▶ _GOAL OF THE EXERCISE_: Pull out each line of the records holding the string "bridge".

▶ _EXTRACTED INFORMATION_:
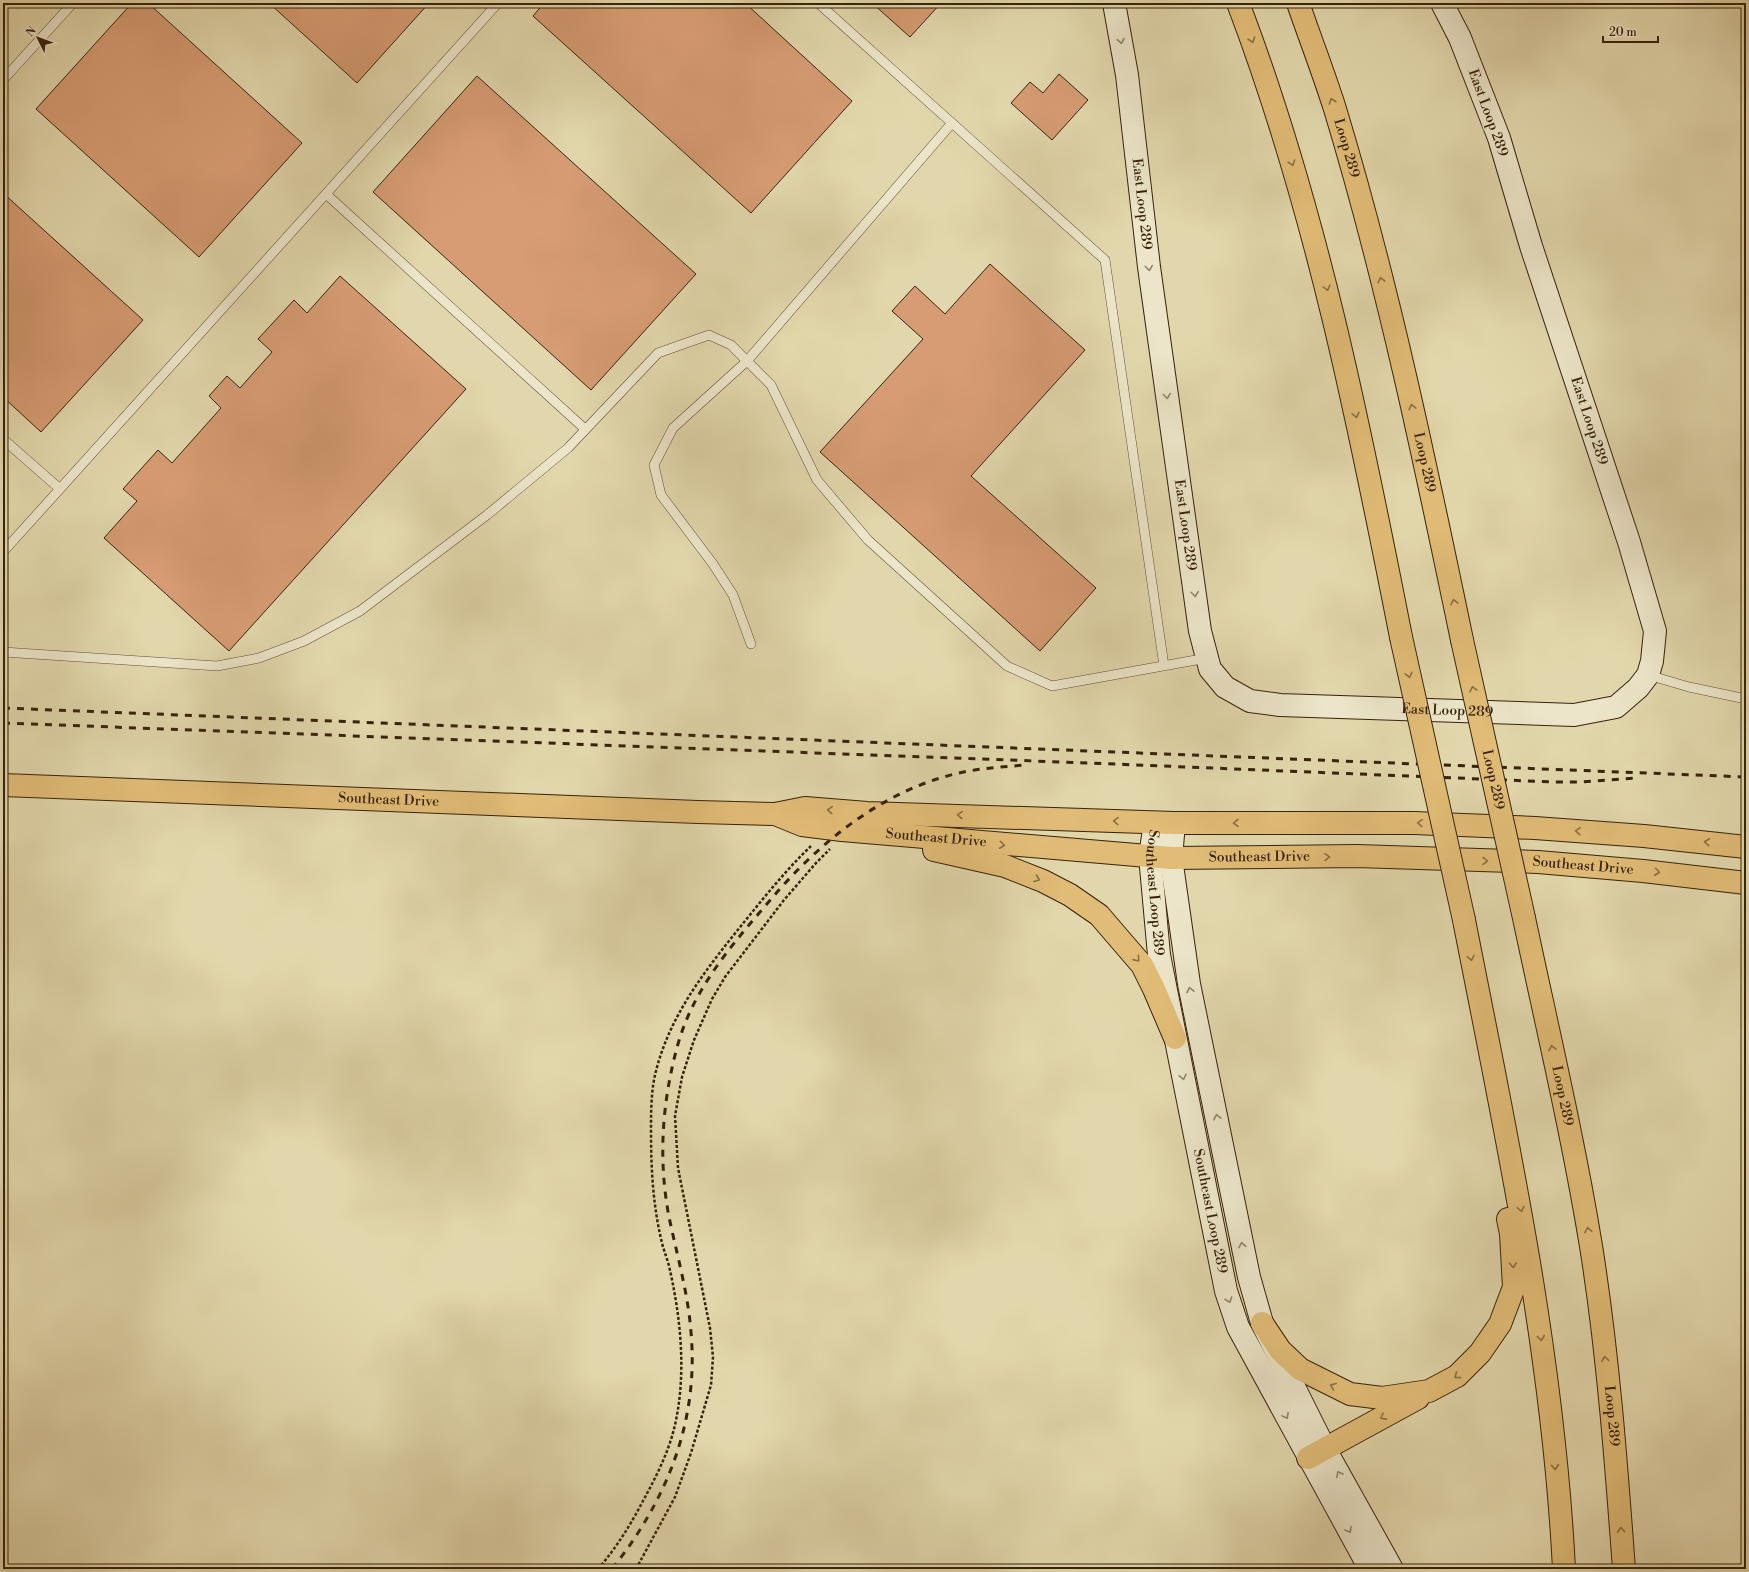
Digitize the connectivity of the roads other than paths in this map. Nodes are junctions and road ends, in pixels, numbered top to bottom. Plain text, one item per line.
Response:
1 (73, 3) edge
2 (498, 3) edge
3 (818, 3) edge
4 (1114, 3) edge
5 (1238, 3) edge
6 (1298, 3) edge
7 (1442, 3) edge
8 (3, 80) edge
9 (952, 123) junction
10 (326, 194) junction
11 (747, 361) junction
12 (586, 429) junction
13 (3, 438) edge
14 (60, 489) junction
15 (3, 552) edge
16 (751, 644) dead end
17 (3, 652) edge
18 (1207, 658) junction
19 (1164, 666) junction
20 (1648, 675) junction
21 (1746, 699) edge
22 (3, 785) edge
23 (775, 814) junction
24 (1165, 823) junction
25 (894, 834) junction
26 (1746, 847) edge
27 (1161, 857) junction
28 (1746, 883) edge
29 (1175, 1038) junction
30 (1494, 1073) junction
31 (1262, 1323) junction
32 (1430, 1391) junction
33 (1317, 1453) junction
34 (1370, 1569) edge
35 (1392, 1569) edge
36 (1564, 1569) edge
37 (1624, 1569) edge

1 - 8 lane
2 - 10 lane
3 - 9 lane
4 -> 18 main road, East Loop 289
5 -> 30 main road, bridge
37 -> 6 main road, Loop 289, bridge
7 - 20 main road, East Loop 289
9 - 11 lane
9 - 19 lane
10 - 12 lane
10 - 14 lane
11 - 12 lane
11 - 16 lane
11 - 19 lane
12 - 17 lane
13 - 14 lane
14 - 15 lane
18 - 19 lane
18 - 20 main road, East Loop 289
20 - 21 lane
22 - 23 main road, Southeast Drive
24 -> 23 main road, Southeast Drive
23 - 25 main road, Southeast Drive
26 -> 24 main road, Southeast Drive
24 - 27 main road, Southeast Loop 289
25 -> 27 main road, Southeast Drive
25 -> 29 main road
27 -> 28 main road, Southeast Drive
27 - 29 main road, Southeast Loop 289
31 -> 27 main road, Southeast Loop 289
29 -> 33 main road, Southeast Loop 289
30 -> 32 main road
30 -> 36 main road
32 -> 31 main road
31 - 33 main road, Southeast Loop 289
32 -> 33 main road
33 -> 34 main road, Southeast Loop 289
35 -> 33 main road, Southeast Loop 289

▶ _EXERCISE RESPONSE_:
5 -> 30 main road, bridge
37 -> 6 main road, Loop 289, bridge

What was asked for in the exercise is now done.